> _ABOUT THIS EXERCISE_
Whenever "dead" appears in a line, please copy that line from the data.

> _TASK INPUTS_

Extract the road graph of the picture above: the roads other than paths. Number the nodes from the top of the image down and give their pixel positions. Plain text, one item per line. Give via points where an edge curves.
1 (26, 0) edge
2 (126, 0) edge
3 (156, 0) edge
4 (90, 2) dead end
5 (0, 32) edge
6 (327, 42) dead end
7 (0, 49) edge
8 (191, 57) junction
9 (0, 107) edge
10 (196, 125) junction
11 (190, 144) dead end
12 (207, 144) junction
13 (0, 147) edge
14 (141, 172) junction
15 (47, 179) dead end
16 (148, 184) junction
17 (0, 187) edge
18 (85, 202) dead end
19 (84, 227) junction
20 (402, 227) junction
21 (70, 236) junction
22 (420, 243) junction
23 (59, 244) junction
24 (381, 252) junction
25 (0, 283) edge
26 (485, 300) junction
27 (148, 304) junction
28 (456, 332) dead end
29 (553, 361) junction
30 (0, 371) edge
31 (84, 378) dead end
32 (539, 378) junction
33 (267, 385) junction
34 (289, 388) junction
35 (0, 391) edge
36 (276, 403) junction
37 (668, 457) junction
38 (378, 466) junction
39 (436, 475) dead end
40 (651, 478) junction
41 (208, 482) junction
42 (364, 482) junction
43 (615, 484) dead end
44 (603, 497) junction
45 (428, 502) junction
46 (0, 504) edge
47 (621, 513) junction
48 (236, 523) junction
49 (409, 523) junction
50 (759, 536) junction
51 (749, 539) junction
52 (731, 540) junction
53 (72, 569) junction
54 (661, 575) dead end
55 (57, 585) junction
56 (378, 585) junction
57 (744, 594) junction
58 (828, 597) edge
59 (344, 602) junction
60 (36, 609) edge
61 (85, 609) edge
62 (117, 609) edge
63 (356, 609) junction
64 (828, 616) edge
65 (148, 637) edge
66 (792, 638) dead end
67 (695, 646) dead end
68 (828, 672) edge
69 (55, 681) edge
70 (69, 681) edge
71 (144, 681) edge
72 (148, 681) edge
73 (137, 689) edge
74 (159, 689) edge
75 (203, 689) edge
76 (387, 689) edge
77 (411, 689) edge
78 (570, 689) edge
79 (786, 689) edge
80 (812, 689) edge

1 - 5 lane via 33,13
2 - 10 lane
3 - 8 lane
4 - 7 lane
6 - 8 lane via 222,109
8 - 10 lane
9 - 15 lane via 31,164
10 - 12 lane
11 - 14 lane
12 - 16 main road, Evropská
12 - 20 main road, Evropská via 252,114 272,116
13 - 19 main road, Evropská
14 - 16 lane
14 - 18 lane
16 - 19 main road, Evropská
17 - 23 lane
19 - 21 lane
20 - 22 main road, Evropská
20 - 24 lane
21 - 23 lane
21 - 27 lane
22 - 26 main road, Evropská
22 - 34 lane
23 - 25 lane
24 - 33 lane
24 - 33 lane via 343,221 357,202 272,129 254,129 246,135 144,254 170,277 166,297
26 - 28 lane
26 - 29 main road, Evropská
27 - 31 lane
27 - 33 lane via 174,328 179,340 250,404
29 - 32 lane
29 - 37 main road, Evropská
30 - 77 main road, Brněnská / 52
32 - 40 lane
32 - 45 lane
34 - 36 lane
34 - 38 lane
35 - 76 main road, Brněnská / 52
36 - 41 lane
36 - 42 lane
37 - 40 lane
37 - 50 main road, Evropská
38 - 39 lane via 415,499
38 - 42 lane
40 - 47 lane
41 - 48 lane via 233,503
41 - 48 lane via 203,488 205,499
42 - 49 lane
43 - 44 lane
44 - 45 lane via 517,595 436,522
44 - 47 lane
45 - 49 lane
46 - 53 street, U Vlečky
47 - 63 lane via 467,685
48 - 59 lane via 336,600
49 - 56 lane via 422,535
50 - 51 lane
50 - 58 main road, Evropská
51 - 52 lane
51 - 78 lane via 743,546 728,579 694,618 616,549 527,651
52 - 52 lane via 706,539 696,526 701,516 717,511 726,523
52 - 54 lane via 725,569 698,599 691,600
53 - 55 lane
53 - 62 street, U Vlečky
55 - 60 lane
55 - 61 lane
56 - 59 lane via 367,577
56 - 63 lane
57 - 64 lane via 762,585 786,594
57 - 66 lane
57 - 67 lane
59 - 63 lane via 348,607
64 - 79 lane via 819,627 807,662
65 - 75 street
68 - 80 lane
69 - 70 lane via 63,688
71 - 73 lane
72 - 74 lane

> _RESULT OF THE TASK_
4 (90, 2) dead end
6 (327, 42) dead end
11 (190, 144) dead end
15 (47, 179) dead end
18 (85, 202) dead end
28 (456, 332) dead end
31 (84, 378) dead end
39 (436, 475) dead end
43 (615, 484) dead end
54 (661, 575) dead end
66 (792, 638) dead end
67 (695, 646) dead end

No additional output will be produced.